There’s debate within the community about whether bleeding upon CGM sensor insertion is a dependable indicator of anything. I remember reading on a Facebook forum on this topic. One commenter asserted that blood on insertion is not a bad indication. S/he contended that they thought bleeding was not bad and in fact they thought that, “bleeders are readers.”
Up until this point, my experience taught me with pump cannula sites and CGM sensor sites, bleeding almost always caused me problems. Problems with poor or erratic cannula site absorption and poor or erratic CGM sensor readings.
I tried to keep an open mind upon reading this FB comment. I didn’t want my narrow experience to be the only frame of reference for this important-to-my-health technology. Learning through others experience is important to me.
When I inserted the sensor in question, it started to bleed immediately. I soaked up a fairly large drop of blood near the black round sensor pads. But then it seemed to stop. Now that meme of “bleeders are readers” was in my head and I decided to continue with this sensor.
So, about 18 hours later the new sensor showed a blood stain on the adhesive fabric but it didn’t seem to be overly large. When the old sensor expired, I switched over the transmitter and started a new 10-day session.
During the two-hour blackout period I did five finger-sticks and input the reading into Apple Health in order to keep Loop working. Those finger pokes read: 62, 77, 71, 74 76 mg/dL (3.4, 4.3, 3.9, 4.1, 4.2 mmol/L). I used a small carb correction in response to the 62 (3.4), but felt that the rest of the flat BG data would lead to a great start for this sensor.
When the new sensor data came online, the first three readings could have served as a warning to me: 51, 86, no data (2.8, 4.8, no data). The next four readings continued: 67, 71, 98, 76 (3.7, 3.8, 5.4, 4.2). That jumping to 98 (5.4) and returning to the 70s was volatility that never extinguished until I pulled it in less than a day.
The unreliable sensor led to less than optimal insulin decisions. It did, however, perform one vital function that I am grateful for. It woke me up with a valid 55 urgent alarm. It took me a good 5-10 minutes to muster enough wit to start eating some glucose tabs. One fingerstick confirmed at 44 mg/dL (2.4 mmol/L).
I went back to sleep and decided to deal with the sensor in the morning. First thing I did upon waking was to stop the sensor and insert a new one. When I pulled the offending sensor I made sure to eyeball the sensor wire mostly to notice whether it was there or not.
What I found was a sensor tip bent to a little more than 90 degrees about 1/16" from the tip. This was the cause of my trouble. Not sure how that occurred. I was happy that I decided to pull the plug on this sensor when I did. I only wish that I had written it off right from start when it showed blood.
The lesson that I take from this experience is that my health and safety are far more important than protecting my sensor supplies.

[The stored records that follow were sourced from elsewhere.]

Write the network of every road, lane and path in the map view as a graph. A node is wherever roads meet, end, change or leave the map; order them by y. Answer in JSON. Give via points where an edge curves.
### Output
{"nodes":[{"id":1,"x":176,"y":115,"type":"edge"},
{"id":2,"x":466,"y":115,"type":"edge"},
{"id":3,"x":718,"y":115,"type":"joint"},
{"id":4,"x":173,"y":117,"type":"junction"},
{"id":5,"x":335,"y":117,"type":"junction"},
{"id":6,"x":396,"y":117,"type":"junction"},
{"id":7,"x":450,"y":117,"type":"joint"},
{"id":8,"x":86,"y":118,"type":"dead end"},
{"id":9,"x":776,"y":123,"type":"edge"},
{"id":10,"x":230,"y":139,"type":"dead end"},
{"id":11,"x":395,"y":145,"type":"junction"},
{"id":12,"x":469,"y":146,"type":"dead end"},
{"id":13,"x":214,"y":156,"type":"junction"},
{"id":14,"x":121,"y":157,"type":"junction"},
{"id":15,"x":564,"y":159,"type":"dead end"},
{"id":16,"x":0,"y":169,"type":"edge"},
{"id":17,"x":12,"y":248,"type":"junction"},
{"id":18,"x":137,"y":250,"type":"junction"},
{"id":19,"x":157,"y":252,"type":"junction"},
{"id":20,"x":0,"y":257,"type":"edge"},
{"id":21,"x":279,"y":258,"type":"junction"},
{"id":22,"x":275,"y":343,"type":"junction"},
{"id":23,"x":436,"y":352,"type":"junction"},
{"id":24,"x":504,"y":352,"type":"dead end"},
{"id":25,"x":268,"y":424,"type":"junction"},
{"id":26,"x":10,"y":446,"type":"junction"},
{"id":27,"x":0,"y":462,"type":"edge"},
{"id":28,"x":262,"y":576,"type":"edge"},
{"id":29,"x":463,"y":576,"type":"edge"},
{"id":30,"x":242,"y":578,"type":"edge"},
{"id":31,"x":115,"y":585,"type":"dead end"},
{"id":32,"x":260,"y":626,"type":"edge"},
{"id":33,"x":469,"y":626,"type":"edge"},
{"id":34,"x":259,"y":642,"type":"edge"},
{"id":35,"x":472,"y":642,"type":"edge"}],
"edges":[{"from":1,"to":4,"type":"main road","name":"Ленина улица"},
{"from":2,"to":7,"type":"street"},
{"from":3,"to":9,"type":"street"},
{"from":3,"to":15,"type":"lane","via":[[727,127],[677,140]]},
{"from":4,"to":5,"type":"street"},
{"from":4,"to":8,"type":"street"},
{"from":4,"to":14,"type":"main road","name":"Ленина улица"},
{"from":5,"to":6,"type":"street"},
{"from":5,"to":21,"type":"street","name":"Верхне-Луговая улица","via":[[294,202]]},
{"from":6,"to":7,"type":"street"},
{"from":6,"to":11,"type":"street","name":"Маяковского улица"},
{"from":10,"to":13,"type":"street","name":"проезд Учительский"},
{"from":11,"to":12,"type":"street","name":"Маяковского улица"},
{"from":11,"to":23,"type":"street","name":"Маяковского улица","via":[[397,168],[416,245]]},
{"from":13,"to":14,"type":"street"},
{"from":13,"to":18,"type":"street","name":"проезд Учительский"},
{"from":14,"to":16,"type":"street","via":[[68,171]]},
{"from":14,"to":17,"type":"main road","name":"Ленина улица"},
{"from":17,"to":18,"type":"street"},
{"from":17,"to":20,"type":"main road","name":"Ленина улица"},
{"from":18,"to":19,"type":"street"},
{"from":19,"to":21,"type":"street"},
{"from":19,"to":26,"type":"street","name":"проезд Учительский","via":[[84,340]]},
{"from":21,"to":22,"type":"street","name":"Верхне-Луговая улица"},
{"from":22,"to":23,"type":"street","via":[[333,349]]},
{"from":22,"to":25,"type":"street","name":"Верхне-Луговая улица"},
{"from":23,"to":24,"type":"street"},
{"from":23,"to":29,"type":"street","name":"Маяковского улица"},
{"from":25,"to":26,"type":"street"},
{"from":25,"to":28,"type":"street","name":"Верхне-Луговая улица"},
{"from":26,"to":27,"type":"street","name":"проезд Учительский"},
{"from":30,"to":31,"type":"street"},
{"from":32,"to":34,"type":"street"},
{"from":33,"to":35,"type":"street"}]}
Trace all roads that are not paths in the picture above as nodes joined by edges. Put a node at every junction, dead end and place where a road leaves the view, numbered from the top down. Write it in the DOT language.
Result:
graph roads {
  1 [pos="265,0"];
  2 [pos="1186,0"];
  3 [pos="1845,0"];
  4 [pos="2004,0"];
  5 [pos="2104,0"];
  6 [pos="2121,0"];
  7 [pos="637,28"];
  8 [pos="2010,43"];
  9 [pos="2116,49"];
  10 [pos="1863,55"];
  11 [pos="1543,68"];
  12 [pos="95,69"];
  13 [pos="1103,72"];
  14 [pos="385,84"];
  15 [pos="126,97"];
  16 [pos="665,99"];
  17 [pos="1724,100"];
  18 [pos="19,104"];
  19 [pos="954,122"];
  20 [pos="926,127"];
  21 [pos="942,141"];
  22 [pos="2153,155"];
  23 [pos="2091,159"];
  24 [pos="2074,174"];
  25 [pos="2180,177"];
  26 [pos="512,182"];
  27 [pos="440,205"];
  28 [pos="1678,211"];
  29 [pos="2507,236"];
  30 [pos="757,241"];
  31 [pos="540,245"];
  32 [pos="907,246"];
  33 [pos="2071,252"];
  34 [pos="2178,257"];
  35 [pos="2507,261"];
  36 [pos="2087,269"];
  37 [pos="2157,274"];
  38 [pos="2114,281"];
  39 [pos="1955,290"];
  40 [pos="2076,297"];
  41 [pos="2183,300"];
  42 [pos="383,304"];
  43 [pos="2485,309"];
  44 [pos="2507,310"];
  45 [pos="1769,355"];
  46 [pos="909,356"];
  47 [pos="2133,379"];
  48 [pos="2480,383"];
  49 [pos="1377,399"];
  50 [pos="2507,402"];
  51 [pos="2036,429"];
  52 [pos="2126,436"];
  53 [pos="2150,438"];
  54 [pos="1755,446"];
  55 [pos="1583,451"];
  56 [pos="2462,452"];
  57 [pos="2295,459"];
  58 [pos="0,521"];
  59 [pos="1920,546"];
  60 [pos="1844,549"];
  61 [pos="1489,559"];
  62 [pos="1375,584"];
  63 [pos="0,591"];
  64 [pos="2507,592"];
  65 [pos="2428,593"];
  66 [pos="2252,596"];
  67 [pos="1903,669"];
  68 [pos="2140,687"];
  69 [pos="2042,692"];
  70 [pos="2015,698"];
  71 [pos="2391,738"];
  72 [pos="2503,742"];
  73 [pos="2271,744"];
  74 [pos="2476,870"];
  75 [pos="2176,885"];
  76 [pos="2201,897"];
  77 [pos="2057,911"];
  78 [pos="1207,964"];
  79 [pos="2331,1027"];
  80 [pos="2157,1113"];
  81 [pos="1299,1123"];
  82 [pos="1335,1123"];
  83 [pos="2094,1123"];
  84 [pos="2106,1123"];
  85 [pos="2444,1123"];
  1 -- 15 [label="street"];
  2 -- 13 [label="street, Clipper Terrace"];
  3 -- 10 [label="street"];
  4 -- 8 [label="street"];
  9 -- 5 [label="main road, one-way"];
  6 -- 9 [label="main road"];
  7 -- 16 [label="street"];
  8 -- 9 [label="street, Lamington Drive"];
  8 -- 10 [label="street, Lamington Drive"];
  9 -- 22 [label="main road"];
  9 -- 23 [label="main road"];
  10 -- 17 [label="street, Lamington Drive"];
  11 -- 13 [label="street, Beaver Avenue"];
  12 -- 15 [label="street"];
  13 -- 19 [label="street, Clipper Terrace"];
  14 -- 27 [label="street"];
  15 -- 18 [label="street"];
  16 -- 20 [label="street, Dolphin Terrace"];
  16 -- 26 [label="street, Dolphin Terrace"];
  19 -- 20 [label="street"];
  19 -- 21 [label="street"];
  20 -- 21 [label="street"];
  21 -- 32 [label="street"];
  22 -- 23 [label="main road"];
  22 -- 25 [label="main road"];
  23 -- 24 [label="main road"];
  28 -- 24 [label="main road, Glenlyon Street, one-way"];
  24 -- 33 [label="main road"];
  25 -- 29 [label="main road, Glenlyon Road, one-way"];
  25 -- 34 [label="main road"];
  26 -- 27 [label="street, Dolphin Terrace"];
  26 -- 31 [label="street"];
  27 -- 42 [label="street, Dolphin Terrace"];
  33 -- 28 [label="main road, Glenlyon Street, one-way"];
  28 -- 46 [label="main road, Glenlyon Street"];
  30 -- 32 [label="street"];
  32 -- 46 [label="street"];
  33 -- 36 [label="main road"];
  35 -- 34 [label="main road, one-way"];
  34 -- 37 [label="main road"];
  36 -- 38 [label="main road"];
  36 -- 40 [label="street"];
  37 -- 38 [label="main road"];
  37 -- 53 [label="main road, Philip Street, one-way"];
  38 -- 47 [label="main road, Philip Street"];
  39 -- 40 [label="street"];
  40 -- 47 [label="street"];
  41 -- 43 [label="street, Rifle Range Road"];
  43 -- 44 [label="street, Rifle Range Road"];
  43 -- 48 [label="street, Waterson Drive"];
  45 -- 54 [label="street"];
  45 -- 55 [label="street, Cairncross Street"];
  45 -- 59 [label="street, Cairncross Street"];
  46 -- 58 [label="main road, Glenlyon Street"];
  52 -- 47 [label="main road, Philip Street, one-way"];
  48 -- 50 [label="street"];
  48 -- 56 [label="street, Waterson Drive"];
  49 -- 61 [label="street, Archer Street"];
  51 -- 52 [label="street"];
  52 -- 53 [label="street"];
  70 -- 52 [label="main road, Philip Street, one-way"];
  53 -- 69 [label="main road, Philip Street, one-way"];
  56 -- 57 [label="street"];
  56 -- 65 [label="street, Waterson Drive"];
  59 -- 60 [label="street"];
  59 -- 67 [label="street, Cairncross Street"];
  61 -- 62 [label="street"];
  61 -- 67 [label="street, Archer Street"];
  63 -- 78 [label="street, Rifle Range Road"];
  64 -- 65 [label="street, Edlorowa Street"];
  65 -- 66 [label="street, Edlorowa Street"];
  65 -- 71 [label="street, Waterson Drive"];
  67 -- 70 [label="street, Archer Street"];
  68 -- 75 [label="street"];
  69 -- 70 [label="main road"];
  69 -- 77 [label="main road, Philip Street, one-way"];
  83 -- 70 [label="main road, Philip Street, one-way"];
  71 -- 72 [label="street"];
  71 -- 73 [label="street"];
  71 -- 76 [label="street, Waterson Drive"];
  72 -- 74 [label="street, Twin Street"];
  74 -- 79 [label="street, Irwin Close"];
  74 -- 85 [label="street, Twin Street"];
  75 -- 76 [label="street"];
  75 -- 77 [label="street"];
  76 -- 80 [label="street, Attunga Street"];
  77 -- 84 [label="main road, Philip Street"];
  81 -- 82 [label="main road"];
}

As soon as I see more than a little bit of blood I will abort that sensor and move on. I live with the luxury of a generous supply of sensors due to my historical sensor reuse. I am also grateful to live with good insurance coverage.
This morning I inserted a new sensor that did not get the benefit of a pre-soak and it seems to be performing well enough with a few calibrations. Maybe I don’t need to do a 20-hour presoak.
Has anyone else observed a bent sensor tip after removal? Does the appearance of blood when inserting a sensor play any role in your decision making?